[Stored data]
· · · · ·
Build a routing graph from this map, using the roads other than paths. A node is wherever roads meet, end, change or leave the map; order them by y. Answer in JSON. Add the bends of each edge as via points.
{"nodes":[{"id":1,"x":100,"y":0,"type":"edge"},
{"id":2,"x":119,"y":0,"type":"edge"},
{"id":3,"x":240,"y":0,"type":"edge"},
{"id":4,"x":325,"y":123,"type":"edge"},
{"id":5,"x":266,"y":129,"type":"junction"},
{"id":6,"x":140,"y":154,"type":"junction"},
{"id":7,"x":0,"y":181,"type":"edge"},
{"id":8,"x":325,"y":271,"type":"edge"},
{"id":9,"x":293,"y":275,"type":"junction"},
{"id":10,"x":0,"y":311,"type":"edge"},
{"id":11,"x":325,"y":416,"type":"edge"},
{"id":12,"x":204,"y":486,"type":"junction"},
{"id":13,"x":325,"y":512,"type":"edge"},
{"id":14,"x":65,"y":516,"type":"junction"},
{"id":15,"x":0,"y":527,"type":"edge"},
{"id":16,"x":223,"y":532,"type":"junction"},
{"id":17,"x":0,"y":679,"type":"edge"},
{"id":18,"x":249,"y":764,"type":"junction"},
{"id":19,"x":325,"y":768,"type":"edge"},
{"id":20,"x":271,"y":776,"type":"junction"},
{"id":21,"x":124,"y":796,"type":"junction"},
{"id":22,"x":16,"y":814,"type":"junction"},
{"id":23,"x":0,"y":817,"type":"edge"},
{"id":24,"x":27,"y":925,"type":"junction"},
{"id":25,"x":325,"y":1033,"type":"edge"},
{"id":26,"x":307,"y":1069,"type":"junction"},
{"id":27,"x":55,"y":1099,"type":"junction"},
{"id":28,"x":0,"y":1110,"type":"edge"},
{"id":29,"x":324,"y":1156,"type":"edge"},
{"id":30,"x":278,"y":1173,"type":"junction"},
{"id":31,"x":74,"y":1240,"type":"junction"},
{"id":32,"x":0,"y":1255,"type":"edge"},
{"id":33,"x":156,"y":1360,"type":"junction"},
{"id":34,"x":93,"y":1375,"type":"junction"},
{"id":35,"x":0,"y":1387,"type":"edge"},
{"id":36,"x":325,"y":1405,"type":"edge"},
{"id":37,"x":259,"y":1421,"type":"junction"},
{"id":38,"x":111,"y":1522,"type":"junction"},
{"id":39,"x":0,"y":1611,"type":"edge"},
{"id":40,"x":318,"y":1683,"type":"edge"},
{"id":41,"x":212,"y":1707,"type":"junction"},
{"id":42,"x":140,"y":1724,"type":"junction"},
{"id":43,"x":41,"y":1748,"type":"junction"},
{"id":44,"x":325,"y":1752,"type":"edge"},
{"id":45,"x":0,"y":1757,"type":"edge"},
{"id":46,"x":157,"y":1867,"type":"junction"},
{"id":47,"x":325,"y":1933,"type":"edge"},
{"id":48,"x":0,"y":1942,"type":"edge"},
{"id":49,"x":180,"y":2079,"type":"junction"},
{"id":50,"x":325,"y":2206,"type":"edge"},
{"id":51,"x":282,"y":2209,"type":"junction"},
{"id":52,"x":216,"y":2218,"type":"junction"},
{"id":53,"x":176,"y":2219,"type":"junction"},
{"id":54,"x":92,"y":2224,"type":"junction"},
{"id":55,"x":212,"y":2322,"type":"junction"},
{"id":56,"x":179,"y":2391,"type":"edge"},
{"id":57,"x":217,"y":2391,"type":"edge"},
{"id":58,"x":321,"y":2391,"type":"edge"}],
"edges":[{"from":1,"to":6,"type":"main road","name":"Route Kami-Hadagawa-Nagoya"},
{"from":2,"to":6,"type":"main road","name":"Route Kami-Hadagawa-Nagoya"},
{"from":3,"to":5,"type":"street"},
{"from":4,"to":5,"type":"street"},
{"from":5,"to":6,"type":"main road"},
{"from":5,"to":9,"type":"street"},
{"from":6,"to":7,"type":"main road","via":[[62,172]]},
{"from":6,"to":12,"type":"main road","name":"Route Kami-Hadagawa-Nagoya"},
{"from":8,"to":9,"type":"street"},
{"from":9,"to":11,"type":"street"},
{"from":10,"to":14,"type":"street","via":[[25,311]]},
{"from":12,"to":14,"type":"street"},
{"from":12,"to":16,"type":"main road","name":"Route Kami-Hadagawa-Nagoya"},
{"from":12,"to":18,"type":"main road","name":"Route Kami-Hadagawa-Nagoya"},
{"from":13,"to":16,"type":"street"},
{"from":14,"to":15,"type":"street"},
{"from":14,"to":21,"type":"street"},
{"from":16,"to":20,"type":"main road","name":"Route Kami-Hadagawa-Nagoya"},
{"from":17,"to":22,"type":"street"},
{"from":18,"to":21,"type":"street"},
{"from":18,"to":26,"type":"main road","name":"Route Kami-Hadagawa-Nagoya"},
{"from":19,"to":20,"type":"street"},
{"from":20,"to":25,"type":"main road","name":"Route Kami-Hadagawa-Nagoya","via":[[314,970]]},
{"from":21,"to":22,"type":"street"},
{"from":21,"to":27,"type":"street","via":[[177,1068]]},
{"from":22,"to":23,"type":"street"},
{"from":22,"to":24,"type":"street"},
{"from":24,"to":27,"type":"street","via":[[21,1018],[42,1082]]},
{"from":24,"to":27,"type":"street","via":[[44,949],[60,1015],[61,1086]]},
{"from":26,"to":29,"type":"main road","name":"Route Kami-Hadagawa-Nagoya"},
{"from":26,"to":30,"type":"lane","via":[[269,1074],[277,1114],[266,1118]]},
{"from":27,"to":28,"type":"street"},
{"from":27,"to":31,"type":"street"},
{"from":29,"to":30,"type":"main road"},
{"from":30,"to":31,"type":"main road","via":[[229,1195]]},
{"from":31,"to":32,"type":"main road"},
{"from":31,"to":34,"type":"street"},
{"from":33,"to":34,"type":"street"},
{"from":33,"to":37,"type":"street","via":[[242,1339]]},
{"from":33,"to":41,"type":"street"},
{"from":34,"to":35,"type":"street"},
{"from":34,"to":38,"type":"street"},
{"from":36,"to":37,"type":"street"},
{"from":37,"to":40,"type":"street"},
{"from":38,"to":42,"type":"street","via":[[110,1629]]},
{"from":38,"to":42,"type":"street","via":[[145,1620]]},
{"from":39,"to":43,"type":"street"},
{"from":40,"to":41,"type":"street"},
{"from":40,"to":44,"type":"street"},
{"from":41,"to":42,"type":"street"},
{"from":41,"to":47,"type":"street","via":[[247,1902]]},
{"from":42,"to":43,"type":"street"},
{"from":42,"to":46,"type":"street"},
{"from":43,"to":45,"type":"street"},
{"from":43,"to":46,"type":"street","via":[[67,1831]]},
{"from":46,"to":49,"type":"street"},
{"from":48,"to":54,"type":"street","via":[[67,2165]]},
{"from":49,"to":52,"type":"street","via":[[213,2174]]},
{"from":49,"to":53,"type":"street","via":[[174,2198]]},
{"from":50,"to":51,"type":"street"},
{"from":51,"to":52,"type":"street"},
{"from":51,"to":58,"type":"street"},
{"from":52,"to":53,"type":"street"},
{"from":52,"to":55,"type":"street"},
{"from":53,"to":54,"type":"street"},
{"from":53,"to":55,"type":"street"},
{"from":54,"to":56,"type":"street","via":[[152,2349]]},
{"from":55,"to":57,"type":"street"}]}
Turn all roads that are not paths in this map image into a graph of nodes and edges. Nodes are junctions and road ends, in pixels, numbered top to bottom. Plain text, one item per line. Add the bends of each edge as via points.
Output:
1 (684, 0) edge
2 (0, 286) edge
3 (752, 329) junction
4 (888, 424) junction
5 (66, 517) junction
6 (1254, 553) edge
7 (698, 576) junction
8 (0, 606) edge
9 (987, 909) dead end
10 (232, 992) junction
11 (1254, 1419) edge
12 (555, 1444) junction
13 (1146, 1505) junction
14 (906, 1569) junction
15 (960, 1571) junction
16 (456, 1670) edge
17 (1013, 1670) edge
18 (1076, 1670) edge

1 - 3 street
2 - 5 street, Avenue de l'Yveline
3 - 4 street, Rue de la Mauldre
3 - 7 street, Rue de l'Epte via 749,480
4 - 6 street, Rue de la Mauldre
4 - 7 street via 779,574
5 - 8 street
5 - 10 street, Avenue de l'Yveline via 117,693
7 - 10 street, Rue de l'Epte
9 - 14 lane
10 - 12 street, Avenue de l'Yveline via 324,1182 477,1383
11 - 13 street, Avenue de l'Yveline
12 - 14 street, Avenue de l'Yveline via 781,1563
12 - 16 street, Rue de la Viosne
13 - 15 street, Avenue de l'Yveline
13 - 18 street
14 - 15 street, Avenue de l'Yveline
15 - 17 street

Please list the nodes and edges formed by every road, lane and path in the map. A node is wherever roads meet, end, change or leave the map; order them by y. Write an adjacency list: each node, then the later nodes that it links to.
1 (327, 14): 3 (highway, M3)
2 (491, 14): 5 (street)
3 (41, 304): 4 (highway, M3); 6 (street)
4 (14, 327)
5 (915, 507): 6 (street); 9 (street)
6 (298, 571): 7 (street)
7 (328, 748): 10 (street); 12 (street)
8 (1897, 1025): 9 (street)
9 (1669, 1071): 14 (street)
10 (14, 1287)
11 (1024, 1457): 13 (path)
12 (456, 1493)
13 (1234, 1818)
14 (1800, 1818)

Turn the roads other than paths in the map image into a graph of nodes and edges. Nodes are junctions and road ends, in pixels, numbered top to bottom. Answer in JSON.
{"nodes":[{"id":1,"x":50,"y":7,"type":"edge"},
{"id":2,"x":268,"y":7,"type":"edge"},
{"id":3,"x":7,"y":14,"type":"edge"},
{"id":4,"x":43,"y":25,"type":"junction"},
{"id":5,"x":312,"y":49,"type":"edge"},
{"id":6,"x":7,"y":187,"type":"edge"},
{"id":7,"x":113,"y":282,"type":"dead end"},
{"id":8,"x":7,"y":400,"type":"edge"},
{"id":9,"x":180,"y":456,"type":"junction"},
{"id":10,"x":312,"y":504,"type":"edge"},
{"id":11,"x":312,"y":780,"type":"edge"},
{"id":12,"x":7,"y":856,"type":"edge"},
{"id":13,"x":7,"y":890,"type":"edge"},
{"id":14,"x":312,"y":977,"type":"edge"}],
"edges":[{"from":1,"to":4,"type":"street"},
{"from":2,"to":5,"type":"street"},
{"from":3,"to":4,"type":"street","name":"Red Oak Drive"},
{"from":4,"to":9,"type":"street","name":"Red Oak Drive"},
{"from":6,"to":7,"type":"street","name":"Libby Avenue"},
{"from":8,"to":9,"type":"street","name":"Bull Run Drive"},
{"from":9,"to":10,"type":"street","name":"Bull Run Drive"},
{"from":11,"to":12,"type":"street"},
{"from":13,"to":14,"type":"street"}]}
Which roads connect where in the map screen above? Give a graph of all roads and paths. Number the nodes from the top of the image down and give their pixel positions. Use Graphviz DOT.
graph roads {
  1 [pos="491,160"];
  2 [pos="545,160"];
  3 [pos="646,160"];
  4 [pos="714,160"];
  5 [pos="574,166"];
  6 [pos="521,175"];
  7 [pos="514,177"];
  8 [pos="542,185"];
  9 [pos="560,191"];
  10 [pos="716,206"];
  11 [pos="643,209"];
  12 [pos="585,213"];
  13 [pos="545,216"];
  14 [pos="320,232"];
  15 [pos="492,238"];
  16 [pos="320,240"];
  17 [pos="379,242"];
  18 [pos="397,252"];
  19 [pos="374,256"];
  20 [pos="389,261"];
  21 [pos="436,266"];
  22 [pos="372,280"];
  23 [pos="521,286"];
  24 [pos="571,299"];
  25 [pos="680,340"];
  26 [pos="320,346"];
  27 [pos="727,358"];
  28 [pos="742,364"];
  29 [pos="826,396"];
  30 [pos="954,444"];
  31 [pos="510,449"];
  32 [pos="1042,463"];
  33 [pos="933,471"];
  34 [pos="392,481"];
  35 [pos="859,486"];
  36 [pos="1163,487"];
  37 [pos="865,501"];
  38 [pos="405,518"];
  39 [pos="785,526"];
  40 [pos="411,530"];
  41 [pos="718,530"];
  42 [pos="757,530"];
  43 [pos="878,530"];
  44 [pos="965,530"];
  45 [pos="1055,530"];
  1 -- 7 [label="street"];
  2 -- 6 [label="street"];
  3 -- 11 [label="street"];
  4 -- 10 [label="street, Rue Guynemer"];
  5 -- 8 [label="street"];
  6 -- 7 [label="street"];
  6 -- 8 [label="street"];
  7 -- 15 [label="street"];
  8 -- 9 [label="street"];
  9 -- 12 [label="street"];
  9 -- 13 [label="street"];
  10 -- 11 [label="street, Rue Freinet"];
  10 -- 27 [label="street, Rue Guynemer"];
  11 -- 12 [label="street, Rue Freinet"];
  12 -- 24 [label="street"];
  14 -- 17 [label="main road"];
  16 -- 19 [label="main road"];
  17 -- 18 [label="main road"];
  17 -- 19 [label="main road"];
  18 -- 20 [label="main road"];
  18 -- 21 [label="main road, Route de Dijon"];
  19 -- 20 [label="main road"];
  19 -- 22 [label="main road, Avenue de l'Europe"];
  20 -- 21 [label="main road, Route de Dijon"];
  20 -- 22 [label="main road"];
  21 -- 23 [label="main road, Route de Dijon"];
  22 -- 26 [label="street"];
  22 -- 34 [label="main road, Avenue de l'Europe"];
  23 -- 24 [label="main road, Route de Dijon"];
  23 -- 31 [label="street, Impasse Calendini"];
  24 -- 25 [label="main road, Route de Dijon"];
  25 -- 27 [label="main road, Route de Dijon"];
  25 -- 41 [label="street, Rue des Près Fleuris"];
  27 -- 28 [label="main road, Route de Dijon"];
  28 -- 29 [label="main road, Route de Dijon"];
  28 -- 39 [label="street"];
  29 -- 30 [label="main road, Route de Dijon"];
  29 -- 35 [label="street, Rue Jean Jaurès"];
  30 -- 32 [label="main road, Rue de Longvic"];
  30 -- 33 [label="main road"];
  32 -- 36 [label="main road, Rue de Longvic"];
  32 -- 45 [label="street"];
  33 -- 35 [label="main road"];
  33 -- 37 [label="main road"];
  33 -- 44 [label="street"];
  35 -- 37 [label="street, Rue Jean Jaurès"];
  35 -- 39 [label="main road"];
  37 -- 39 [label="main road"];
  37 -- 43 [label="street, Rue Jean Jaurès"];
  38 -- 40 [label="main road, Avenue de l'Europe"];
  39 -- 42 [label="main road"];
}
· · · · ·
Work request
Show the lines above that have the word "Europe".

Reply
  19 -- 22 [label="main road, Avenue de l'Europe"];
  22 -- 34 [label="main road, Avenue de l'Europe"];
  38 -- 40 [label="main road, Avenue de l'Europe"];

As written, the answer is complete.